O Poder Judiciário deve reconhecer a união estável entre pessoas do mesmo sexo?

NÃO

Realidades diversas, tratamentos distintos

PAULO SILVEIRA MARTINS LEÃO JUNIOR

A CONSTITUIÇÃO de 1988 consagra em seu art. 226 uma máxima de pensadores ilustres das mais variadas épocas e tendências ideológicas: a família é a "base da sociedade". Razão pela qual, conforme tradição de nossas Constituições, tem "especial proteção do Estado". Essa proteção se dá mediante o instituto do casamento (entre homem e mulher, conforme parágrafo 5º do art. 226), previsto na Lei Maior e detalhado na legislação cível.
A Constituição, ademais, reconheceu, para efeito de proteção do Estado, "a união estável entre o homem e a mulher como entidade familiar, devendo a lei facilitar sua conversão em casamento" (art. 226, parágrafo 3º).
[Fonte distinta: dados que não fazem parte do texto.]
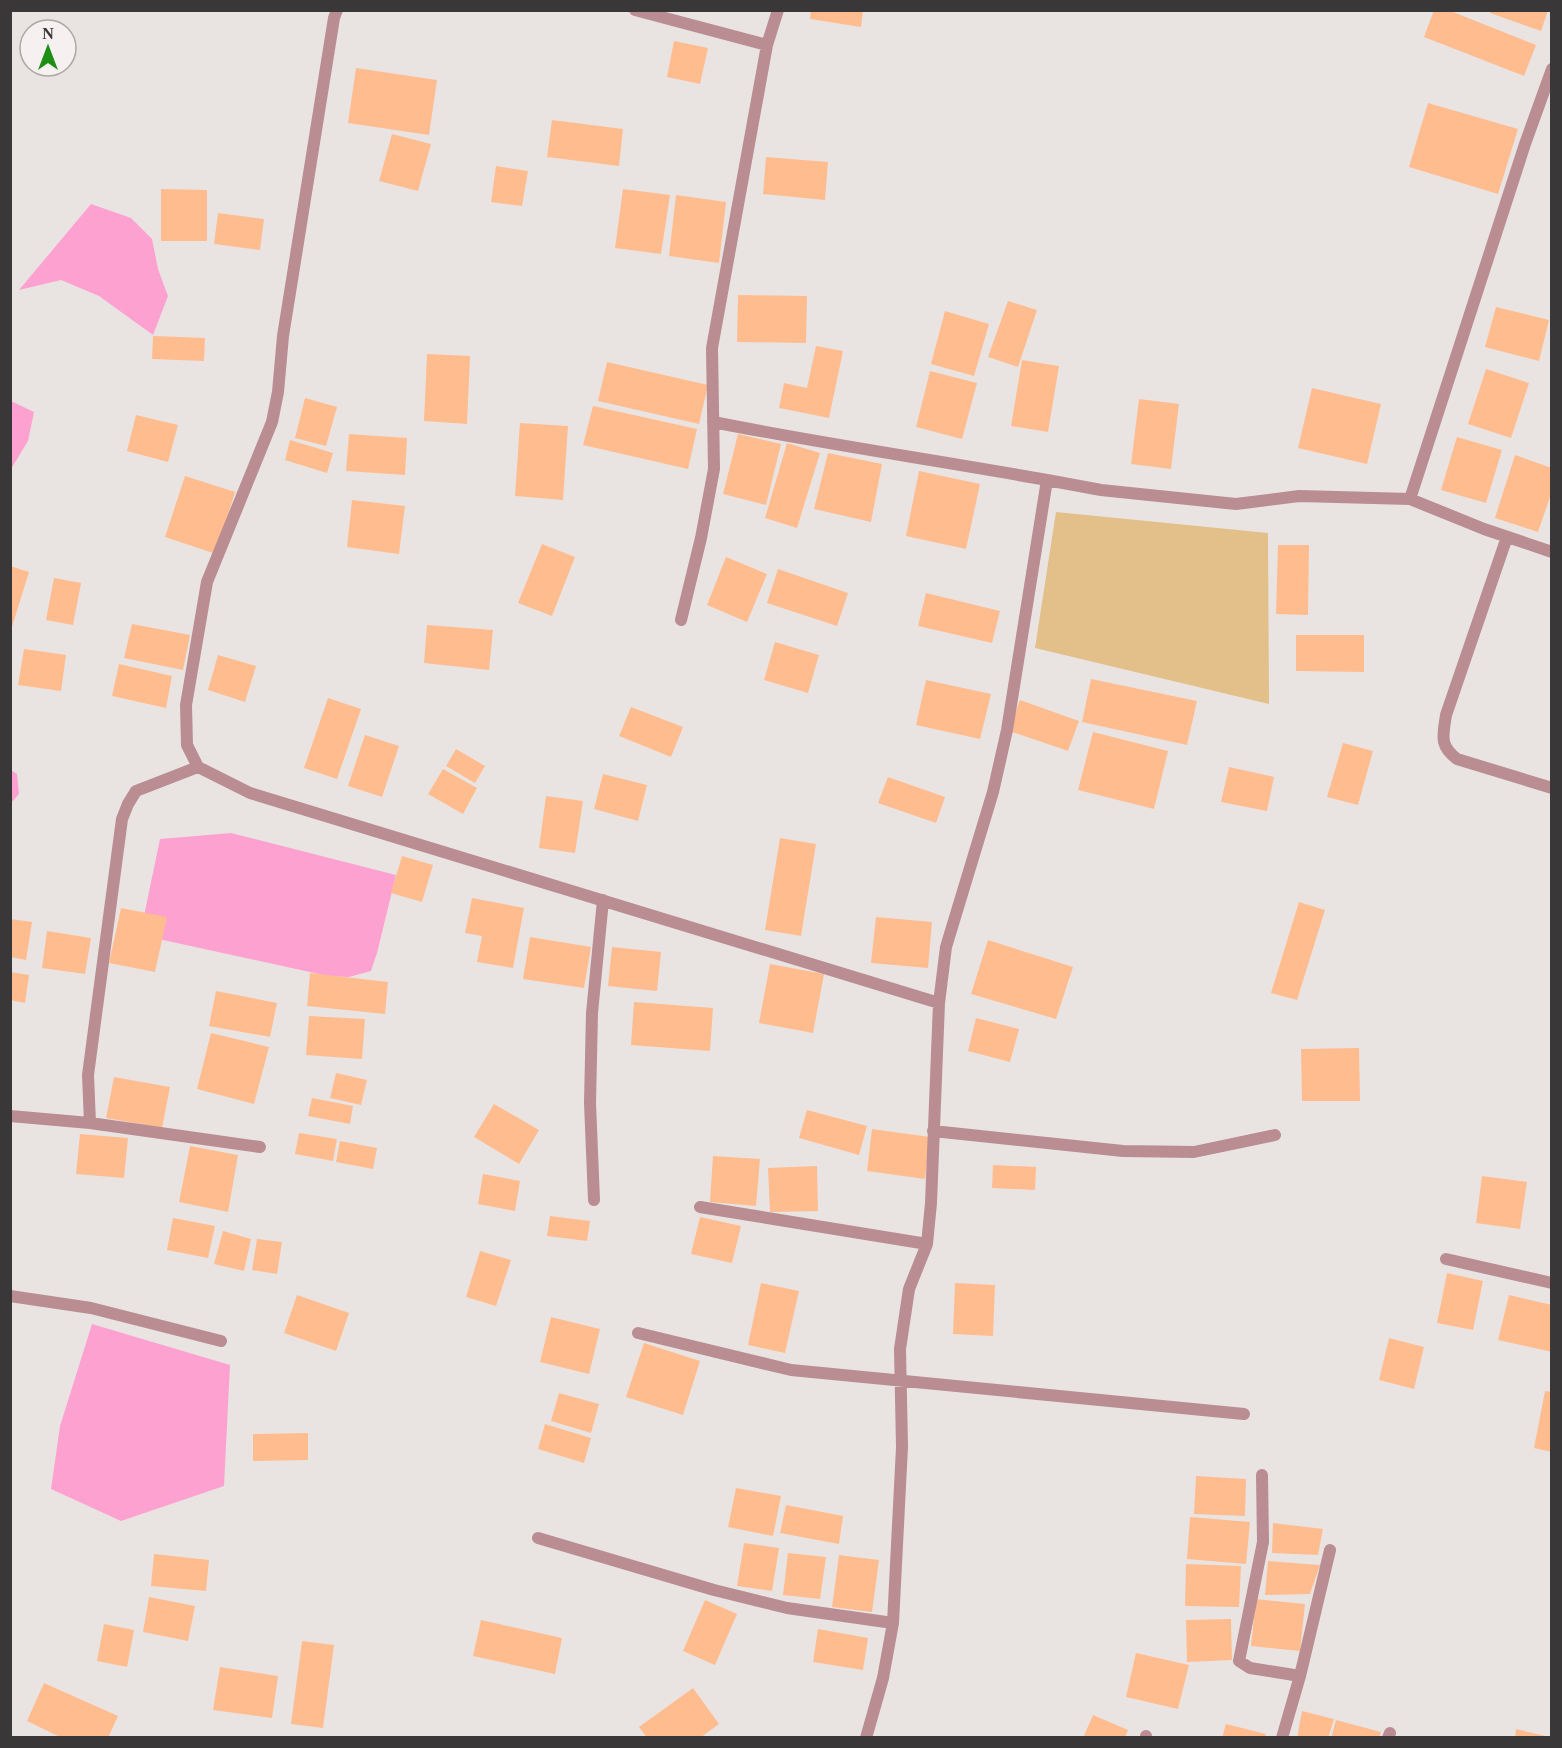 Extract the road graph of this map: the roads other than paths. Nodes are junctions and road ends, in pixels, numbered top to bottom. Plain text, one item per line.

A lei nº 9.278/1996, que a regulamentou, dispõe em seu art. 1º: "É reconhecida como entidade familiar a convivência duradoura, pública e contínua, de um homem e uma mulher, estabelecida com objetivo de constituição de família". O Código Civil de 2002, no art. 1.723, adota o mesmo conceito.
Um dos maiores jusfilósofos da atualidade, Karl Larenz, em seu clássico "Metodologia da Ciência do Direito", leciona que o direito "desenvolve por si métodos de um pensamento "orientado a valores'".
Apesar dos não poucos percalços, prossegue a família sendo efetivamente a célula básica da sociedade, em que cada novo ser humano é gerado da união entre um homem e uma mulher, que lhe transmitem não só o patrimônio genético como também o psicológico, espiritual, cultural e de valores, constituindo, ademais, a ambiência fundamental para o seu desenvolvimento. É o elo imprescindível entre as diversas gerações que constituem uma nação -e, em amplitude, a humanidade.
A união entre pessoas do mesmo sexo é realidade diversa, tanto com relação a aspectos naturais e humanos como com relação a suas conseqüências -o que importa em tratamento diferenciado.
Não tem fundamento, pois, a meu ver, a pretensão de aplicação, a essa união, de regras do casamento ou da união estável entre homem e mulher.
E não altera tal situação a invocação a princípios gerais relativos à dignidade humana, à igualdade perante a lei ou à vedação de discriminação, que supõem, quando não exigem, tratamento distinto para situações distintas.
É esse o caso, aliás, dos impedimentos para o matrimônio (vide art. 1.521 do Código Civil de 2002), em razão dos quais alguns homens e mulheres são impedidos de casar.
Entendo, portanto, adequado o posicionamento da mais conceituada doutrina e da jurisprudência do STJ (Superior Tribunal de Justiça) e de outros tribunais brasileiros que, a exemplo do legislador constitucional e cível, não admitem a "união estável entre pessoas do mesmo sexo". Nesse sentido, a douta jurista Maria Helena Diniz, que ressalta como primeiro dos "elementos essenciais" à configuração da união estável a "diversidade de sexo" ("Código Civil Anotado").
As várias questões decorrentes da união de pessoas do mesmo sexo, que constituiria uma sociedade de fato com características especiais, devem ser resolvidas, no meu entendimento, caso a caso, pelos tribunais, mediante aplicação de princípios gerais de direito, não admitindo, entretanto, a transposição pura e simples de regras da união estável entre homem e mulher, como bem decidido recentemente, de forma unânime, pela Terceira Turma do STJ.
Corroborando tal posicionamento, cabe lembrar a lição de um dos mais insignes juristas brasileiros, Caio Mario da Silva Pereira, a propósito de novos conceitos jurídicos, que me parece aplicável à questão: "É preferível que a elaboração pretoriana vá promovendo sua construção dentro da variedade dos casos da espécie, e destarte permitindo à doutrina uma flexibilidade conceitual mais proveitosa". ("Instituições de Direito Civil", vol. 5). Ademais, tratando-se de fenômeno social relativamente recente, ao menos em suas atuais dimensões, conviria observar sua evolução e conseqüências, tanto em nível individual como social.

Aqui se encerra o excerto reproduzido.